Годы были немилосердны к прожорливому графу и нервозной графине. Фигура графа расплылась до безобразия, и он страдал от подагры. Когда-то казавшееся привлекательным лицо леди Шрутон сморщилось, и она пыталась скрыть морщины под слоями грима, а реверанс, в котором графиня игриво присела перед герцогом, показался ему нелепым.
– Добро пожаловать в Рашден, Ваша светлость, – нервно поприветствовал герцога граф. – Все готово здесь для Вашей светлости.
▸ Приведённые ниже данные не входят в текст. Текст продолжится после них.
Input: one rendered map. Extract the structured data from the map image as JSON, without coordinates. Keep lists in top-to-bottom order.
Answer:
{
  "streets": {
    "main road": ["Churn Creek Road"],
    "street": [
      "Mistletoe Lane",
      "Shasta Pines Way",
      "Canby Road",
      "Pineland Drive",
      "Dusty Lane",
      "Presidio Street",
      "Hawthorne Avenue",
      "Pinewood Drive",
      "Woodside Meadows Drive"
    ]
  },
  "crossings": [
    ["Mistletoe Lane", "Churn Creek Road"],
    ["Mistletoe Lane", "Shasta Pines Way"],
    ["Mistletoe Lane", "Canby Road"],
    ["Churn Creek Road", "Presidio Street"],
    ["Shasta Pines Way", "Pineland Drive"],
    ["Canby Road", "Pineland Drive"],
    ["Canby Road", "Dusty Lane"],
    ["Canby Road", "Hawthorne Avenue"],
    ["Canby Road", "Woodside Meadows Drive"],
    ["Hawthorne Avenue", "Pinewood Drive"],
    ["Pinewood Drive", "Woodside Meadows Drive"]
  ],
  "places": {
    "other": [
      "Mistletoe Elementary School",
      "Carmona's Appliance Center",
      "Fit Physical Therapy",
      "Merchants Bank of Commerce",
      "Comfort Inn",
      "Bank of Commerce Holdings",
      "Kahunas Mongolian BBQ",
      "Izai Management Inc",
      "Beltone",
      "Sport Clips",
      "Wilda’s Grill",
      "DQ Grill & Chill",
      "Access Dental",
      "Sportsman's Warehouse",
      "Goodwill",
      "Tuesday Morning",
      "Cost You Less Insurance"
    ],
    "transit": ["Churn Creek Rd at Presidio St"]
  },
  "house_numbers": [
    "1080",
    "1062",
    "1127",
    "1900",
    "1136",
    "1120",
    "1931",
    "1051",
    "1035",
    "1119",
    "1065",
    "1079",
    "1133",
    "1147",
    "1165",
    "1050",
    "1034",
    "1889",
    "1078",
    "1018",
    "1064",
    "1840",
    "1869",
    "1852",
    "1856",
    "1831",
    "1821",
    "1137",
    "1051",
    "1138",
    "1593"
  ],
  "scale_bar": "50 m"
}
– Вы с леди Шрутон, на сей раз, хорошо осведомлены о моем приезде, – сухо ответил Ричард. – Ну что ж, посмотрим.
Потом герцог устремился в замок, подчеркнуто проигнорировав графиню. Та послала Ричарду Глостеру угрожающий взгляд, и, казалось, что ее лицо готово треснуть от злобы под толстой маской из пудры, потом она перевела взгляд на Изабеллу, желая убедиться, что девушка не выказывает неуважения, которое в виде исключения можно было простить графу. Свиные глазки лорда Оадби проследили за взглядом графини, и он облизнулся при виде Изабеллы, так как ему редко приходилось видеть девушку. Она старалась не попадаться графу на глаза.
«Так-так, маленькая козочка выросла и стала довольно соблазнительной девушкой…» – но граф отложил эти мысли до лучших времен. Взяв леди Шрутон под руку, поспешил в замок вслед за герцогом, на ходу нашептывая ей краткие рекомендации.
Но Изабелла даже не обратила на них внимания. Она все еще восхищенно смотрела на Гила, который подзадоривал ее своей улыбкой.
– Ну? – затаив дыхание, спросила девушка, едва сдерживая свое нетерпение. – Что за подарок ты привез, дорогой брат? Ты их прислал мне уже так много – веер, колокольчики, отрез шелка, что я представить не могу, чего мне не хватает. По правде говоря, ты был слишком щедр, Гил.
– Нет, это все мелочи. Вспомни, сестренка, день нашего расставанья. Какое я давал тогда тебе обещание?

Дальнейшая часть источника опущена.